§ Task prompt
Report, word for word, every line of the material that contains "roads".
#### Records to process ####
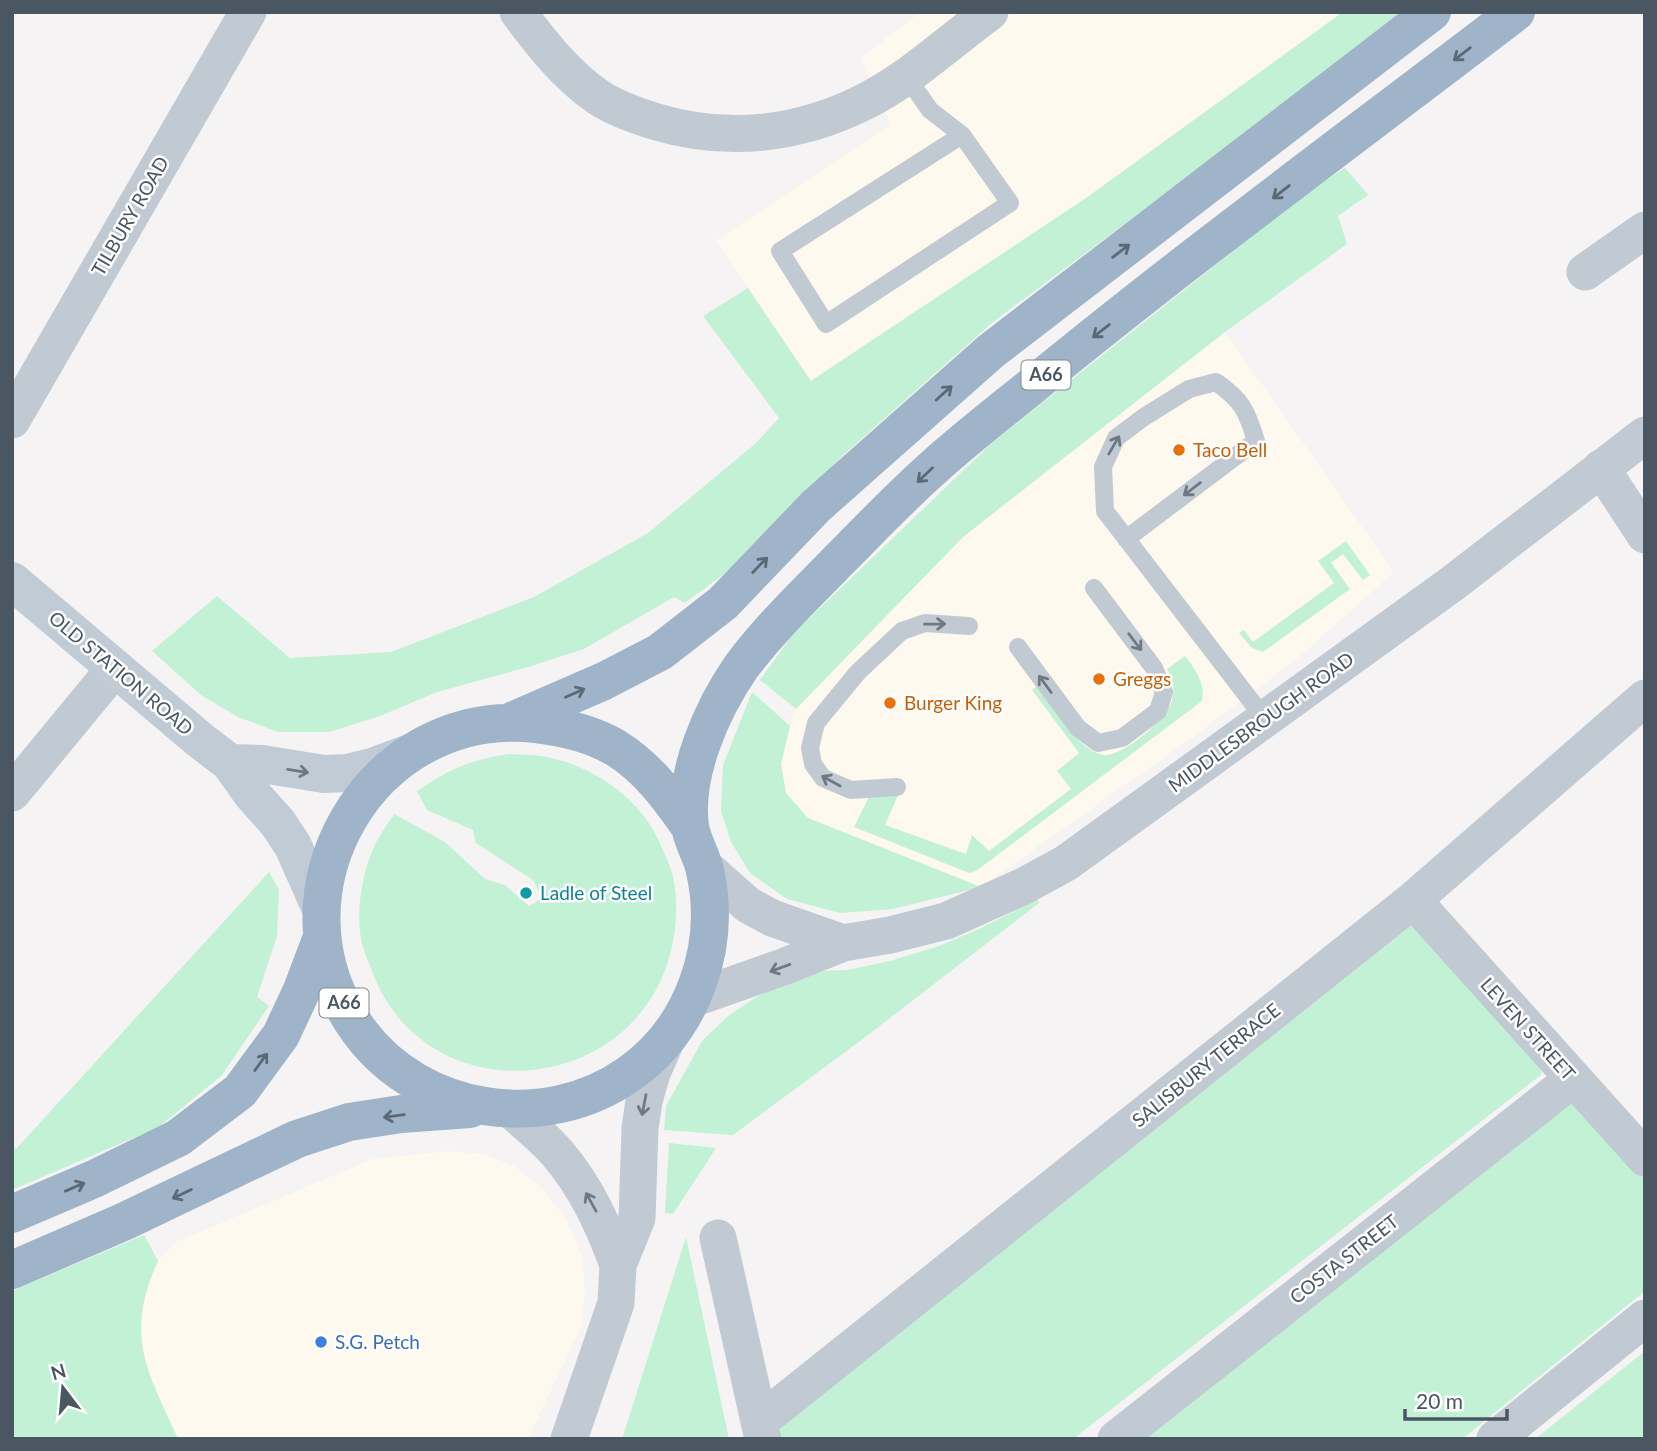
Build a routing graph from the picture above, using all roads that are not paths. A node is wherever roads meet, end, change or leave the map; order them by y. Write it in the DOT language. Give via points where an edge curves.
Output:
####
#### Records to process ####
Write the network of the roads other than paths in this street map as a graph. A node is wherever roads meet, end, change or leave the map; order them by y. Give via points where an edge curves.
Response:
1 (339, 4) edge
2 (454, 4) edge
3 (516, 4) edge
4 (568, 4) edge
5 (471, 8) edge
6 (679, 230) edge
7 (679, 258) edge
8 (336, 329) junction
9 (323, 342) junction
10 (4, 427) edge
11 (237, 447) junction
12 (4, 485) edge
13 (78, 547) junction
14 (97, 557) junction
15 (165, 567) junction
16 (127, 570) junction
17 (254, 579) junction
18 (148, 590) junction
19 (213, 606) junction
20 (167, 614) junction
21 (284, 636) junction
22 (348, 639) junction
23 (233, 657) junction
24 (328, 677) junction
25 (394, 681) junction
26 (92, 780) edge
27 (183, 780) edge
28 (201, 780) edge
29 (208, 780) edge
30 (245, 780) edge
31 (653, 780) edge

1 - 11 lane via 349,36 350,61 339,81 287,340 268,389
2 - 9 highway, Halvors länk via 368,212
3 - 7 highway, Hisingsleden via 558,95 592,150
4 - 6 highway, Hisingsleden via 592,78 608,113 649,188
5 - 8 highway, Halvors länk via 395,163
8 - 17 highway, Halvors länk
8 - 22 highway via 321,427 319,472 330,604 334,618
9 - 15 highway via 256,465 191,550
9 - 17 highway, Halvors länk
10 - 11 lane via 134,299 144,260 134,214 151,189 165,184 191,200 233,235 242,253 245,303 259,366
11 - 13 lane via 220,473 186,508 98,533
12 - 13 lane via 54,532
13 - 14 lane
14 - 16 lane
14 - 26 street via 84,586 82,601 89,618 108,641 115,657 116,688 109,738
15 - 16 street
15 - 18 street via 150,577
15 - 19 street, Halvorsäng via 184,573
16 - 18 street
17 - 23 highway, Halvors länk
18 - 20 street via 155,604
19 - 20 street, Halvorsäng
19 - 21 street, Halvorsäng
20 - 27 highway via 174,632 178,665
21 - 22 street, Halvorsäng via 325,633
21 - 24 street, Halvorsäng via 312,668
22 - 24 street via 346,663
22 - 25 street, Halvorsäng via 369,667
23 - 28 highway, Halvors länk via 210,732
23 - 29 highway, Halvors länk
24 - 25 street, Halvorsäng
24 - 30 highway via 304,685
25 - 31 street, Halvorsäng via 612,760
####
§ Result of this task
Build a routing graph from the picture above, using all roads that are not paths. A node is wherever roads meet, end, change or leave the map; order them by y. Write it in the DOT language. Give via points where an edge curves.
Write the network of the roads other than paths in this street map as a graph. A node is wherever roads meet, end, change or leave the map; order them by y. Give via points where an edge curves.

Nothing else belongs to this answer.